*** INFORMATION PROVIDED Section Begins ***
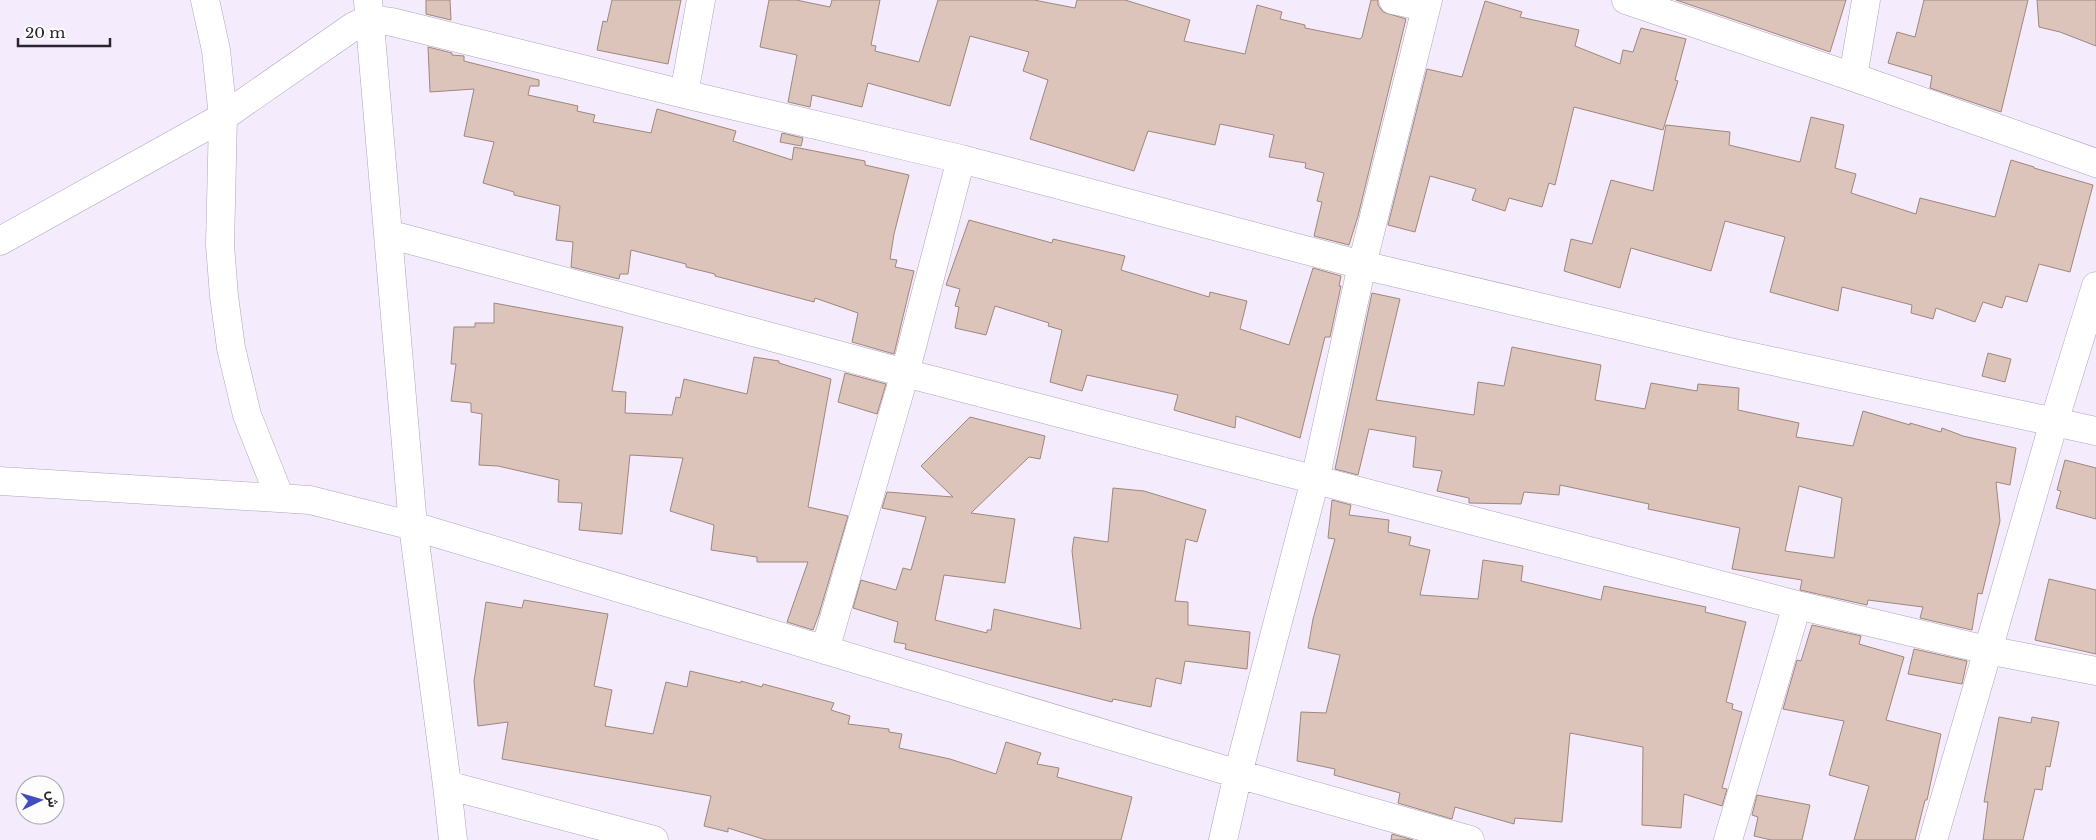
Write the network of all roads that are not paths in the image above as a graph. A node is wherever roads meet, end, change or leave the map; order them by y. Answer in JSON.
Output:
{"nodes":[{"id":1,"x":205,"y":0,"type":"edge"},
{"id":2,"x":701,"y":0,"type":"edge"},
{"id":3,"x":1393,"y":0,"type":"edge"},
{"id":4,"x":1626,"y":0,"type":"edge"},
{"id":5,"x":1866,"y":0,"type":"edge"},
{"id":6,"x":1427,"y":4,"type":"edge"},
{"id":7,"x":1668,"y":7,"type":"edge"},
{"id":8,"x":369,"y":9,"type":"edge"},
{"id":9,"x":1853,"y":77,"type":"junction"},
{"id":10,"x":684,"y":94,"type":"junction"},
{"id":11,"x":223,"y":117,"type":"junction"},
{"id":12,"x":961,"y":159,"type":"junction"},
{"id":13,"x":2096,"y":163,"type":"edge"},
{"id":14,"x":388,"y":234,"type":"junction"},
{"id":15,"x":0,"y":241,"type":"edge"},
{"id":16,"x":1362,"y":265,"type":"junction"},
{"id":17,"x":2096,"y":286,"type":"edge"},
{"id":18,"x":905,"y":373,"type":"junction"},
{"id":19,"x":2054,"y":422,"type":"junction"},
{"id":20,"x":2096,"y":431,"type":"edge"},
{"id":21,"x":1315,"y":480,"type":"junction"},
{"id":22,"x":0,"y":481,"type":"edge"},
{"id":23,"x":280,"y":498,"type":"junction"},
{"id":24,"x":413,"y":526,"type":"junction"},
{"id":25,"x":1797,"y":605,"type":"junction"},
{"id":26,"x":825,"y":650,"type":"junction"},
{"id":27,"x":1987,"y":650,"type":"junction"},
{"id":28,"x":2096,"y":671,"type":"edge"},
{"id":29,"x":1238,"y":774,"type":"junction"},
{"id":30,"x":448,"y":785,"type":"junction"},
{"id":31,"x":452,"y":840,"type":"edge"},
{"id":32,"x":654,"y":840,"type":"edge"},
{"id":33,"x":1223,"y":840,"type":"edge"},
{"id":34,"x":1470,"y":840,"type":"edge"},
{"id":35,"x":1728,"y":840,"type":"edge"},
{"id":36,"x":1933,"y":840,"type":"edge"}],
"edges":[{"from":1,"to":11,"type":"street"},
{"from":2,"to":10,"type":"street"},
{"from":3,"to":6,"type":"street"},
{"from":4,"to":7,"type":"street"},
{"from":5,"to":9,"type":"street"},
{"from":6,"to":16,"type":"street"},
{"from":7,"to":9,"type":"street"},
{"from":8,"to":10,"type":"street"},
{"from":8,"to":11,"type":"street"},
{"from":8,"to":14,"type":"street"},
{"from":9,"to":13,"type":"street"},
{"from":10,"to":12,"type":"street"},
{"from":11,"to":15,"type":"street"},
{"from":11,"to":23,"type":"street"},
{"from":12,"to":16,"type":"street"},
{"from":12,"to":18,"type":"street"},
{"from":14,"to":18,"type":"street"},
{"from":14,"to":24,"type":"street"},
{"from":16,"to":19,"type":"street"},
{"from":16,"to":21,"type":"street"},
{"from":17,"to":19,"type":"street"},
{"from":18,"to":21,"type":"street"},
{"from":18,"to":26,"type":"street"},
{"from":19,"to":20,"type":"street"},
{"from":19,"to":27,"type":"street"},
{"from":21,"to":25,"type":"street"},
{"from":21,"to":29,"type":"street"},
{"from":22,"to":23,"type":"street"},
{"from":23,"to":24,"type":"street"},
{"from":24,"to":26,"type":"street"},
{"from":24,"to":30,"type":"street"},
{"from":25,"to":27,"type":"street"},
{"from":25,"to":35,"type":"street"},
{"from":26,"to":29,"type":"street"},
{"from":27,"to":28,"type":"street"},
{"from":27,"to":36,"type":"street"},
{"from":29,"to":33,"type":"street"},
{"from":29,"to":34,"type":"street"},
{"from":30,"to":31,"type":"street"},
{"from":30,"to":32,"type":"street"}]}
*** INFORMATION PROVIDED Section Ends ***
*WORK ITEM:* Return the entries above in full and unchanged, omitting every image.

*RESPONSE TO THE EXERCISE:*
Write the network of all roads that are not paths in the image above as a graph. A node is wherever roads meet, end, change or leave the map; order them by y. Answer in JSON.
Output:
{"nodes":[{"id":1,"x":205,"y":0,"type":"edge"},
{"id":2,"x":701,"y":0,"type":"edge"},
{"id":3,"x":1393,"y":0,"type":"edge"},
{"id":4,"x":1626,"y":0,"type":"edge"},
{"id":5,"x":1866,"y":0,"type":"edge"},
{"id":6,"x":1427,"y":4,"type":"edge"},
{"id":7,"x":1668,"y":7,"type":"edge"},
{"id":8,"x":369,"y":9,"type":"edge"},
{"id":9,"x":1853,"y":77,"type":"junction"},
{"id":10,"x":684,"y":94,"type":"junction"},
{"id":11,"x":223,"y":117,"type":"junction"},
{"id":12,"x":961,"y":159,"type":"junction"},
{"id":13,"x":2096,"y":163,"type":"edge"},
{"id":14,"x":388,"y":234,"type":"junction"},
{"id":15,"x":0,"y":241,"type":"edge"},
{"id":16,"x":1362,"y":265,"type":"junction"},
{"id":17,"x":2096,"y":286,"type":"edge"},
{"id":18,"x":905,"y":373,"type":"junction"},
{"id":19,"x":2054,"y":422,"type":"junction"},
{"id":20,"x":2096,"y":431,"type":"edge"},
{"id":21,"x":1315,"y":480,"type":"junction"},
{"id":22,"x":0,"y":481,"type":"edge"},
{"id":23,"x":280,"y":498,"type":"junction"},
{"id":24,"x":413,"y":526,"type":"junction"},
{"id":25,"x":1797,"y":605,"type":"junction"},
{"id":26,"x":825,"y":650,"type":"junction"},
{"id":27,"x":1987,"y":650,"type":"junction"},
{"id":28,"x":2096,"y":671,"type":"edge"},
{"id":29,"x":1238,"y":774,"type":"junction"},
{"id":30,"x":448,"y":785,"type":"junction"},
{"id":31,"x":452,"y":840,"type":"edge"},
{"id":32,"x":654,"y":840,"type":"edge"},
{"id":33,"x":1223,"y":840,"type":"edge"},
{"id":34,"x":1470,"y":840,"type":"edge"},
{"id":35,"x":1728,"y":840,"type":"edge"},
{"id":36,"x":1933,"y":840,"type":"edge"}],
"edges":[{"from":1,"to":11,"type":"street"},
{"from":2,"to":10,"type":"street"},
{"from":3,"to":6,"type":"street"},
{"from":4,"to":7,"type":"street"},
{"from":5,"to":9,"type":"street"},
{"from":6,"to":16,"type":"street"},
{"from":7,"to":9,"type":"street"},
{"from":8,"to":10,"type":"street"},
{"from":8,"to":11,"type":"street"},
{"from":8,"to":14,"type":"street"},
{"from":9,"to":13,"type":"street"},
{"from":10,"to":12,"type":"street"},
{"from":11,"to":15,"type":"street"},
{"from":11,"to":23,"type":"street"},
{"from":12,"to":16,"type":"street"},
{"from":12,"to":18,"type":"street"},
{"from":14,"to":18,"type":"street"},
{"from":14,"to":24,"type":"street"},
{"from":16,"to":19,"type":"street"},
{"from":16,"to":21,"type":"street"},
{"from":17,"to":19,"type":"street"},
{"from":18,"to":21,"type":"street"},
{"from":18,"to":26,"type":"street"},
{"from":19,"to":20,"type":"street"},
{"from":19,"to":27,"type":"street"},
{"from":21,"to":25,"type":"street"},
{"from":21,"to":29,"type":"street"},
{"from":22,"to":23,"type":"street"},
{"from":23,"to":24,"type":"street"},
{"from":24,"to":26,"type":"street"},
{"from":24,"to":30,"type":"street"},
{"from":25,"to":27,"type":"street"},
{"from":25,"to":35,"type":"street"},
{"from":26,"to":29,"type":"street"},
{"from":27,"to":28,"type":"street"},
{"from":27,"to":36,"type":"street"},
{"from":29,"to":33,"type":"street"},
{"from":29,"to":34,"type":"street"},
{"from":30,"to":31,"type":"street"},
{"from":30,"to":32,"type":"street"}]}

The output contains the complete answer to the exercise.